SOURCE MATERIAL >>
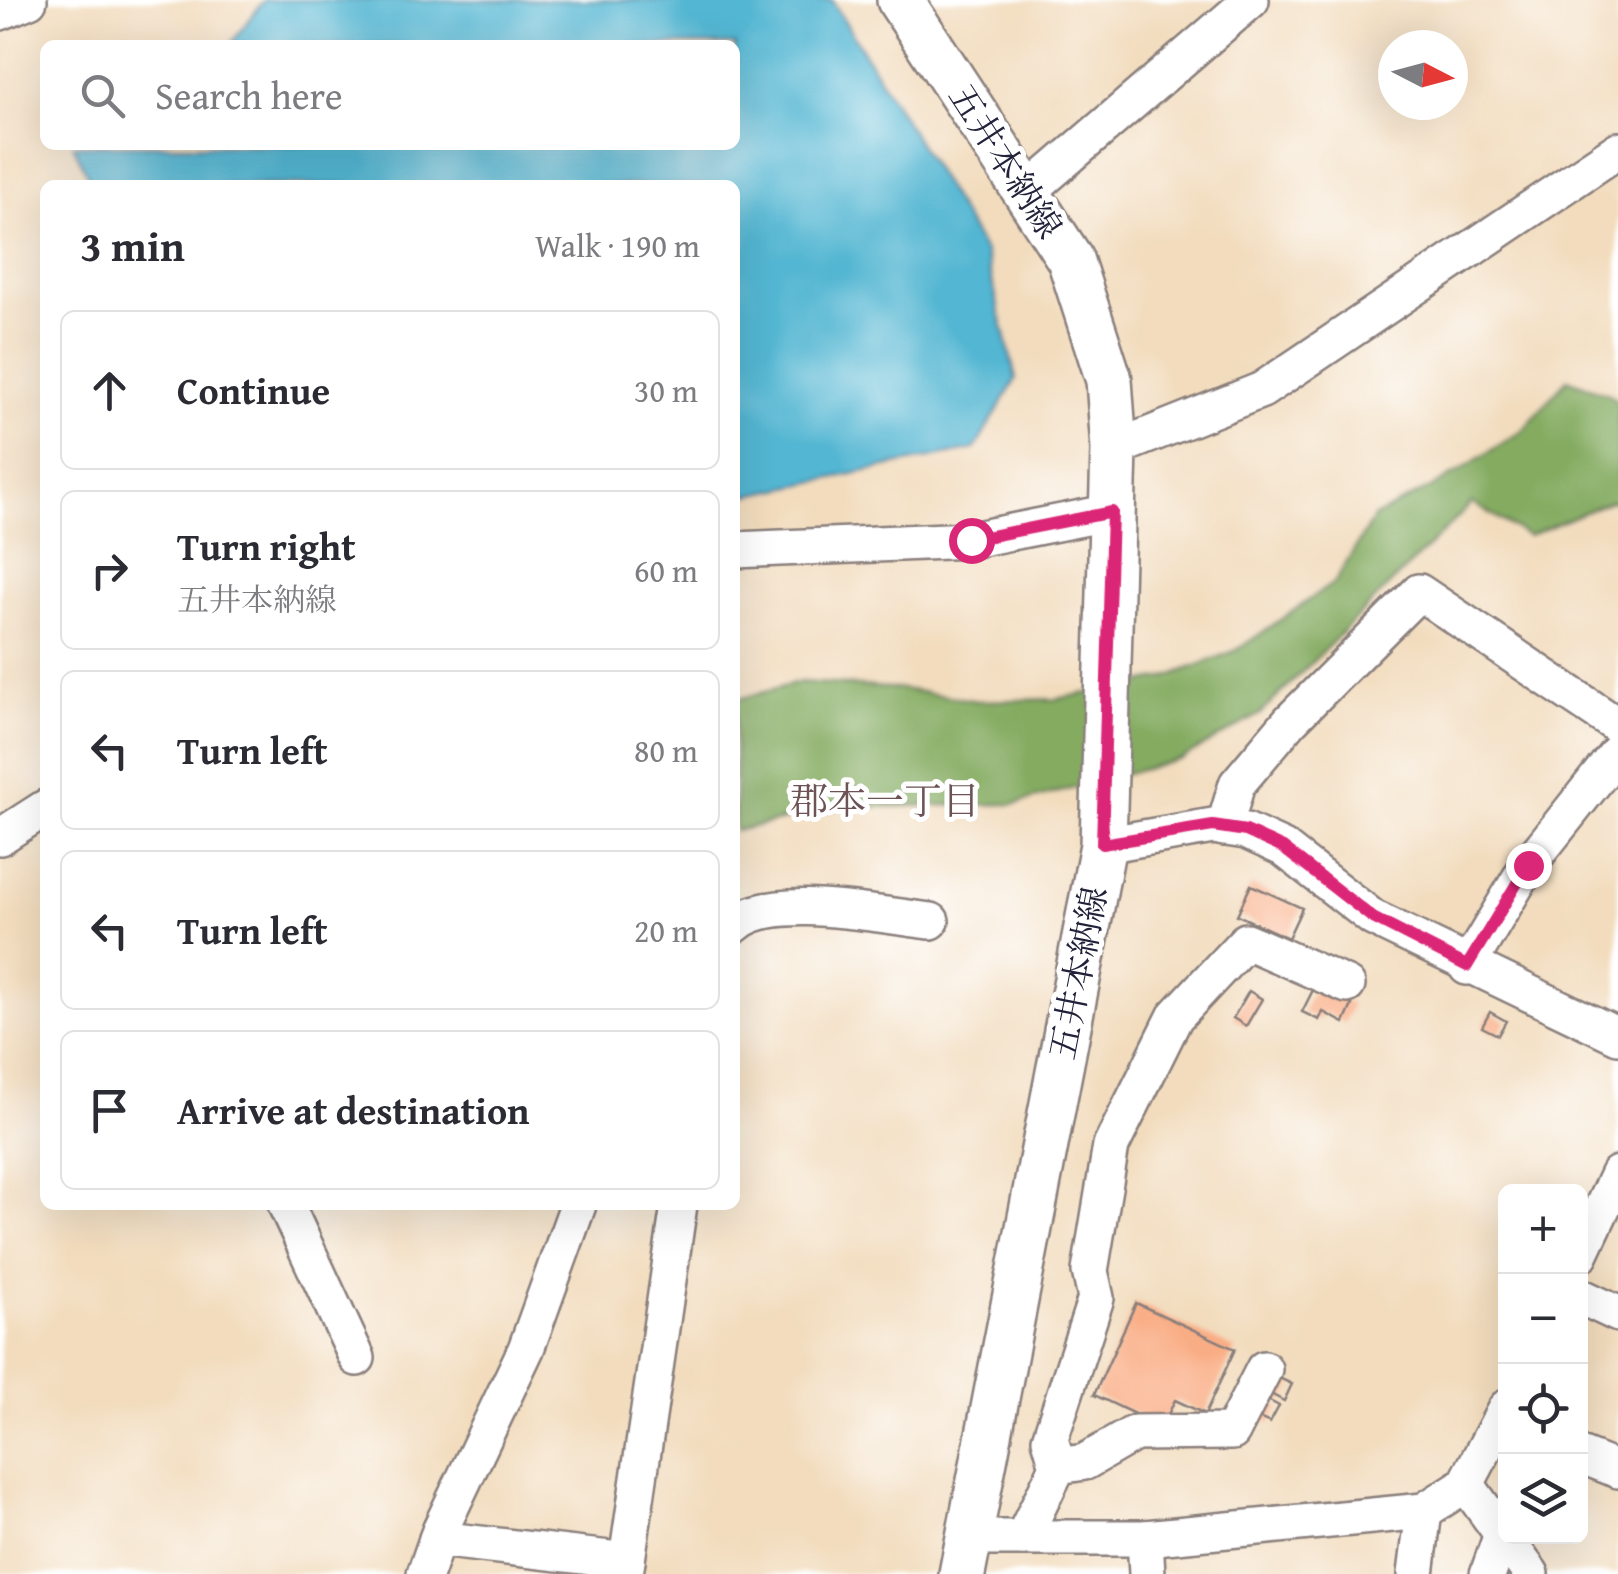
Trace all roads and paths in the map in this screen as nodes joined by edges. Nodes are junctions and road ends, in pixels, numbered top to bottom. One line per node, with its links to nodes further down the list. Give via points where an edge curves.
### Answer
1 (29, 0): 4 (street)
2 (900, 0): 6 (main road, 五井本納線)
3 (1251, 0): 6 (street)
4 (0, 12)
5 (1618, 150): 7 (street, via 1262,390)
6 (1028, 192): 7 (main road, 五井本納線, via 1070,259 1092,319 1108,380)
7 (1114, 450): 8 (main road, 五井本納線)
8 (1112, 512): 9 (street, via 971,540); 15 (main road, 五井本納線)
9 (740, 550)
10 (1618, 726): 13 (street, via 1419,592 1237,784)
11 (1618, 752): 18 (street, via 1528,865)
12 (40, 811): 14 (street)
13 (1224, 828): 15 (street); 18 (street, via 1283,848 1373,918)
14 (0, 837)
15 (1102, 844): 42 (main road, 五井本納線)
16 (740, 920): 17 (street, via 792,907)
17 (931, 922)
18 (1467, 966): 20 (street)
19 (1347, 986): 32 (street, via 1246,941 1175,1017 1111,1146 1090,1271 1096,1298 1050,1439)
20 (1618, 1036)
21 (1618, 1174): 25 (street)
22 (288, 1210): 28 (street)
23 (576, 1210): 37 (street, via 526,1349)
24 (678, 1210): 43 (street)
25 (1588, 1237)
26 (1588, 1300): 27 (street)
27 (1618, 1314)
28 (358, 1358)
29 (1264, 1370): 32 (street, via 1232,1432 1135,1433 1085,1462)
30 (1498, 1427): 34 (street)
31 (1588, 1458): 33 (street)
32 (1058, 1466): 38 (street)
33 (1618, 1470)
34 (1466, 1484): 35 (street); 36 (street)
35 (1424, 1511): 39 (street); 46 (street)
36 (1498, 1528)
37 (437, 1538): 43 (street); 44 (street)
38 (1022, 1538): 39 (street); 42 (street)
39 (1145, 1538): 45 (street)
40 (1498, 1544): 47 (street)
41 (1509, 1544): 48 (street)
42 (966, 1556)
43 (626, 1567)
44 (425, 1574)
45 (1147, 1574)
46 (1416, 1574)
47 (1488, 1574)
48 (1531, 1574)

...

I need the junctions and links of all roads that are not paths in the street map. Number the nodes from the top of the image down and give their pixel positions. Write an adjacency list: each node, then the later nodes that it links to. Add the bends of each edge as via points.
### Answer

WHAT TO PRODUCE >> Give only the number of lines in the preceding data that include the word "node".

REPLY >> 2